--- What is expected ---
An unchanged copy of every record below, without pictures, is the goal.

Dataset entries
▬▬▬▬▬▬▬▬▬▬
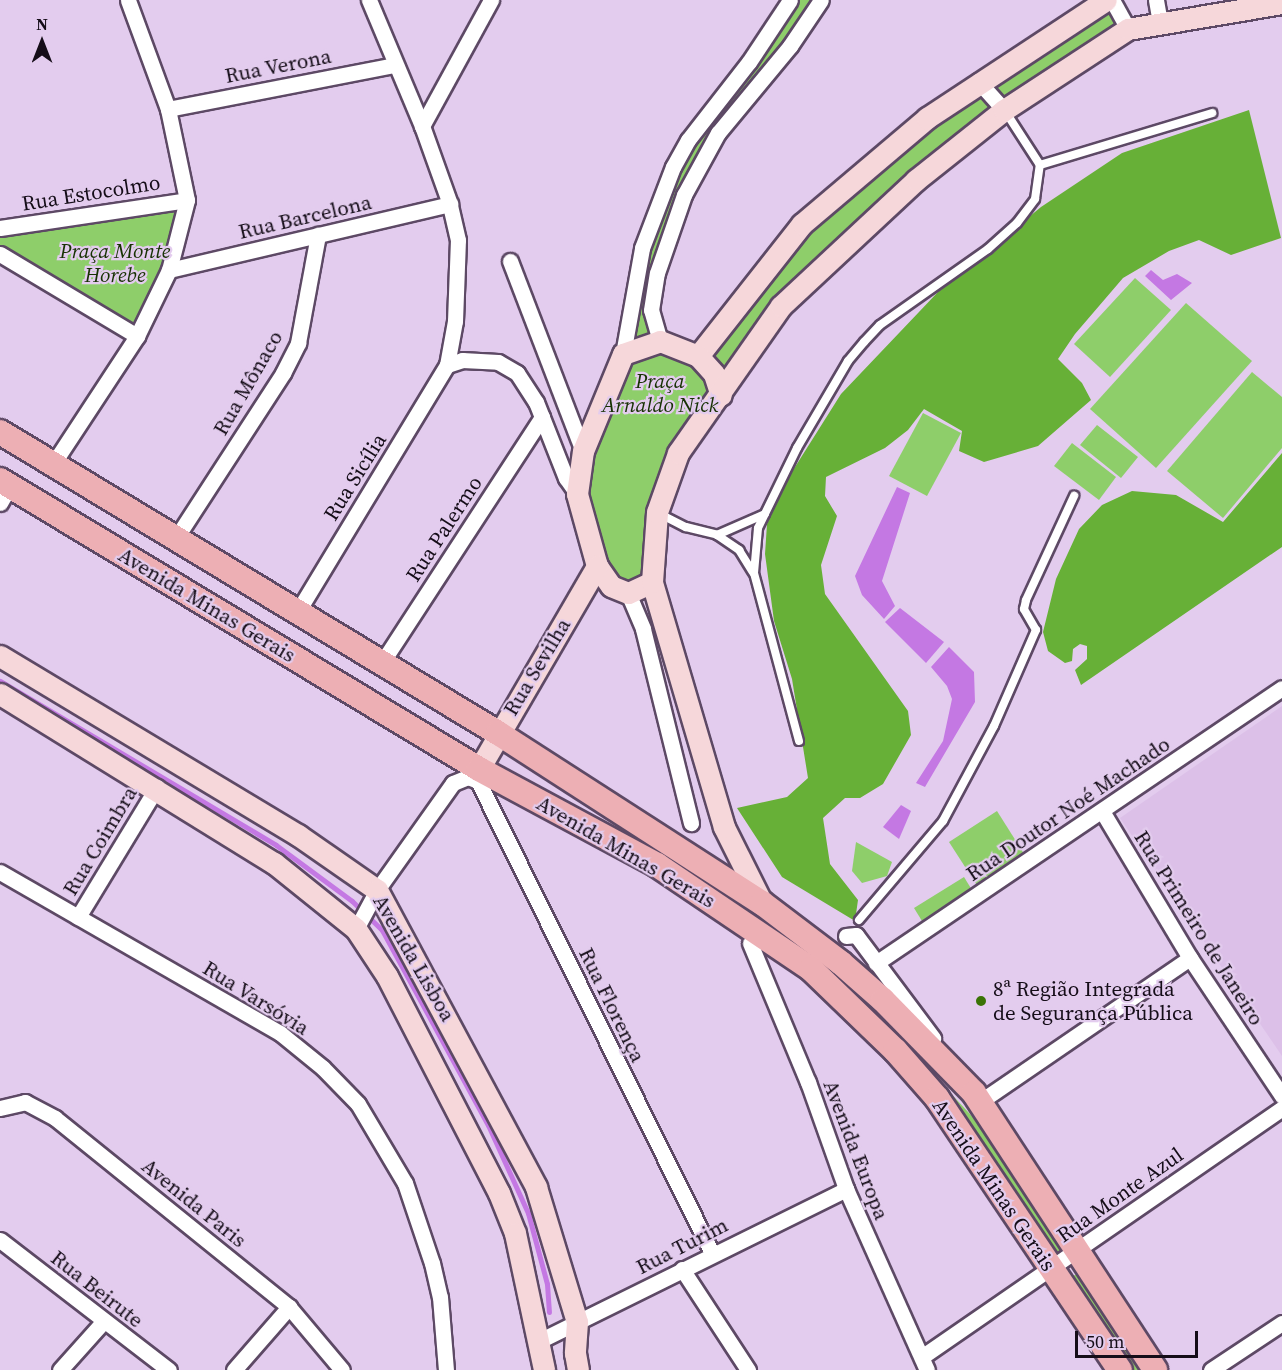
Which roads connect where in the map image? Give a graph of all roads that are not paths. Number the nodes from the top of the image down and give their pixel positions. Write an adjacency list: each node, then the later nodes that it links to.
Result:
1 (128, 0): 15 (street)
2 (369, 0): 13 (street)
3 (491, 0): 18 (street)
4 (790, 0): 29 (street)
5 (821, 0): 28 (street)
6 (1106, 0): 14 (street)
7 (1112, 0): 12 (street)
8 (1156, 0): 11 (street)
9 (1282, 3): 10 (street)
10 (1250, 4): 11 (street)
11 (1160, 23): 12 (street)
12 (1128, 29): 16 (street)
13 (395, 65): 15 (street, Rua Verona); 18 (street)
14 (978, 81): 16 (street); 30 (street)
15 (168, 109): 20 (street)
16 (1004, 110): 19 (lane); 32 (street)
17 (1212, 113): 19 (lane)
18 (422, 126): 21 (street)
19 (1040, 165): 41 (lane)
20 (187, 200): 22 (street, Rua Estocolmo); 26 (street)
21 (450, 204): 23 (street, Rua Barcelona); 31 (street)
22 (0, 228)
23 (318, 235): 26 (street, Rua Barcelona); 43 (street, Rua Mônaco)
24 (0, 254): 27 (street)
25 (510, 261): 35 (street)
26 (170, 270): 27 (street)
27 (137, 336): 36 (street)
28 (660, 341): 29 (street); 30 (street)
29 (623, 354): 35 (street)
30 (698, 356): 32 (street)
31 (447, 365): 33 (street); 48 (street, Rua Sicília)
32 (721, 395): 40 (street)
33 (542, 417): 38 (street); 50 (street, Rua Palermo)
34 (0, 432): 36 (main road, Avenida Minas Gerais)
35 (583, 451): 38 (street)
36 (53, 464): 43 (main road, Avenida Minas Gerais)
37 (3, 490): 55 (main road, Avenida Minas Gerais)
38 (577, 494): 44 (street)
39 (1074, 496): 64 (lane)
40 (657, 512): 42 (lane); 46 (street)
41 (765, 514): 42 (lane); 45 (lane)
42 (717, 535): 45 (lane)
43 (176, 538): 48 (main road, Avenida Minas Gerais)
44 (597, 566): 47 (street); 53 (street, Rua Sevilha)
45 (754, 573): 54 (lane)
46 (652, 582): 47 (street); 61 (street)
47 (628, 593): 58 (street)
48 (298, 611): 50 (main road, Avenida Minas Gerais)
49 (0, 656): 60 (street, Avenida Lisboa)
50 (381, 664): 53 (main road, Avenida Minas Gerais)
51 (1282, 688): 57 (street, Rua Doutor Noé Machado)
52 (0, 694): 56 (street, Avenida Lisboa)
53 (498, 733): 55 (street, Rua Sevilha); 61 (main road, Avenida Minas Gerais)
54 (799, 741)
55 (476, 774): 60 (street); 75 (street, Rua Florença); 77 (main road, Avenida Minas Gerais)
56 (157, 787): 62 (street, Rua Coimbra); 63 (street, Avenida Lisboa)
57 (1102, 811): 66 (street, Rua Primeiro de Janeiro); 67 (street, Rua Doutor Noé Machado)
58 (691, 823)
59 (0, 872): 62 (street, Rua Varsóvia)
60 (377, 890): 63 (street); 80 (street, Avenida Lisboa)
61 (762, 903): 69 (main road, Avenida Minas Gerais)
62 (78, 917): 88 (street, Rua Varsóvia)
63 (356, 929): 82 (street, Avenida Lisboa)
64 (854, 930): 67 (street, Avenida Minas Gerais)
65 (750, 943): 72 (street, Avenida Europa)
66 (1190, 958): 68 (street, Rua Primeiro de Janeiro); 69 (street)
67 (876, 963): 69 (street, Avenida Minas Gerais)
68 (1282, 1096)
69 (978, 1097): 74 (main road, Avenida Minas Gerais)
70 (0, 1108): 78 (street, Avenida Paris)
71 (1282, 1108): 74 (street, Rua Monte Azul)
72 (846, 1189): 75 (street, Rua Turim); 83 (street, Avenida Europa)
73 (0, 1240): 79 (street, Rua Beirute)
74 (1076, 1252): 77 (street, Rua Monte Azul); 93 (main road, Avenida Minas Gerais)
75 (712, 1253): 76 (street, Rua Turim)
76 (682, 1269): 80 (street, Rua Turim); 91 (street)
77 (1050, 1269): 83 (street, Rua Monte Azul); 92 (main road, Avenida Minas Gerais)
78 (289, 1306): 86 (street); 87 (street, Avenida Paris)
79 (103, 1322): 84 (street); 85 (street, Rua Beirute)
80 (577, 1322): 82 (street, Rua Turim); 90 (street, Avenida Lisboa)
81 (1282, 1323): 94 (street)
82 (537, 1342): 89 (street, Avenida Lisboa)
83 (925, 1363)
84 (60, 1370)
85 (169, 1370)
86 (234, 1370)
87 (342, 1370)
88 (446, 1370)
89 (544, 1370)
90 (578, 1370)
91 (748, 1370)
92 (1120, 1370)
93 (1155, 1370)
94 (1210, 1370)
▬▬▬▬▬▬▬▬▬▬
--- Task response ---
Which roads connect where in the map image? Give a graph of all roads that are not paths. Number the nodes from the top of the image down and give their pixel positions. Write an adjacency list: each node, then the later nodes that it links to.
Result:
1 (128, 0): 15 (street)
2 (369, 0): 13 (street)
3 (491, 0): 18 (street)
4 (790, 0): 29 (street)
5 (821, 0): 28 (street)
6 (1106, 0): 14 (street)
7 (1112, 0): 12 (street)
8 (1156, 0): 11 (street)
9 (1282, 3): 10 (street)
10 (1250, 4): 11 (street)
11 (1160, 23): 12 (street)
12 (1128, 29): 16 (street)
13 (395, 65): 15 (street, Rua Verona); 18 (street)
14 (978, 81): 16 (street); 30 (street)
15 (168, 109): 20 (street)
16 (1004, 110): 19 (lane); 32 (street)
17 (1212, 113): 19 (lane)
18 (422, 126): 21 (street)
19 (1040, 165): 41 (lane)
20 (187, 200): 22 (street, Rua Estocolmo); 26 (street)
21 (450, 204): 23 (street, Rua Barcelona); 31 (street)
22 (0, 228)
23 (318, 235): 26 (street, Rua Barcelona); 43 (street, Rua Mônaco)
24 (0, 254): 27 (street)
25 (510, 261): 35 (street)
26 (170, 270): 27 (street)
27 (137, 336): 36 (street)
28 (660, 341): 29 (street); 30 (street)
29 (623, 354): 35 (street)
30 (698, 356): 32 (street)
31 (447, 365): 33 (street); 48 (street, Rua Sicília)
32 (721, 395): 40 (street)
33 (542, 417): 38 (street); 50 (street, Rua Palermo)
34 (0, 432): 36 (main road, Avenida Minas Gerais)
35 (583, 451): 38 (street)
36 (53, 464): 43 (main road, Avenida Minas Gerais)
37 (3, 490): 55 (main road, Avenida Minas Gerais)
38 (577, 494): 44 (street)
39 (1074, 496): 64 (lane)
40 (657, 512): 42 (lane); 46 (street)
41 (765, 514): 42 (lane); 45 (lane)
42 (717, 535): 45 (lane)
43 (176, 538): 48 (main road, Avenida Minas Gerais)
44 (597, 566): 47 (street); 53 (street, Rua Sevilha)
45 (754, 573): 54 (lane)
46 (652, 582): 47 (street); 61 (street)
47 (628, 593): 58 (street)
48 (298, 611): 50 (main road, Avenida Minas Gerais)
49 (0, 656): 60 (street, Avenida Lisboa)
50 (381, 664): 53 (main road, Avenida Minas Gerais)
51 (1282, 688): 57 (street, Rua Doutor Noé Machado)
52 (0, 694): 56 (street, Avenida Lisboa)
53 (498, 733): 55 (street, Rua Sevilha); 61 (main road, Avenida Minas Gerais)
54 (799, 741)
55 (476, 774): 60 (street); 75 (street, Rua Florença); 77 (main road, Avenida Minas Gerais)
56 (157, 787): 62 (street, Rua Coimbra); 63 (street, Avenida Lisboa)
57 (1102, 811): 66 (street, Rua Primeiro de Janeiro); 67 (street, Rua Doutor Noé Machado)
58 (691, 823)
59 (0, 872): 62 (street, Rua Varsóvia)
60 (377, 890): 63 (street); 80 (street, Avenida Lisboa)
61 (762, 903): 69 (main road, Avenida Minas Gerais)
62 (78, 917): 88 (street, Rua Varsóvia)
63 (356, 929): 82 (street, Avenida Lisboa)
64 (854, 930): 67 (street, Avenida Minas Gerais)
65 (750, 943): 72 (street, Avenida Europa)
66 (1190, 958): 68 (street, Rua Primeiro de Janeiro); 69 (street)
67 (876, 963): 69 (street, Avenida Minas Gerais)
68 (1282, 1096)
69 (978, 1097): 74 (main road, Avenida Minas Gerais)
70 (0, 1108): 78 (street, Avenida Paris)
71 (1282, 1108): 74 (street, Rua Monte Azul)
72 (846, 1189): 75 (street, Rua Turim); 83 (street, Avenida Europa)
73 (0, 1240): 79 (street, Rua Beirute)
74 (1076, 1252): 77 (street, Rua Monte Azul); 93 (main road, Avenida Minas Gerais)
75 (712, 1253): 76 (street, Rua Turim)
76 (682, 1269): 80 (street, Rua Turim); 91 (street)
77 (1050, 1269): 83 (street, Rua Monte Azul); 92 (main road, Avenida Minas Gerais)
78 (289, 1306): 86 (street); 87 (street, Avenida Paris)
79 (103, 1322): 84 (street); 85 (street, Rua Beirute)
80 (577, 1322): 82 (street, Rua Turim); 90 (street, Avenida Lisboa)
81 (1282, 1323): 94 (street)
82 (537, 1342): 89 (street, Avenida Lisboa)
83 (925, 1363)
84 (60, 1370)
85 (169, 1370)
86 (234, 1370)
87 (342, 1370)
88 (446, 1370)
89 (544, 1370)
90 (578, 1370)
91 (748, 1370)
92 (1120, 1370)
93 (1155, 1370)
94 (1210, 1370)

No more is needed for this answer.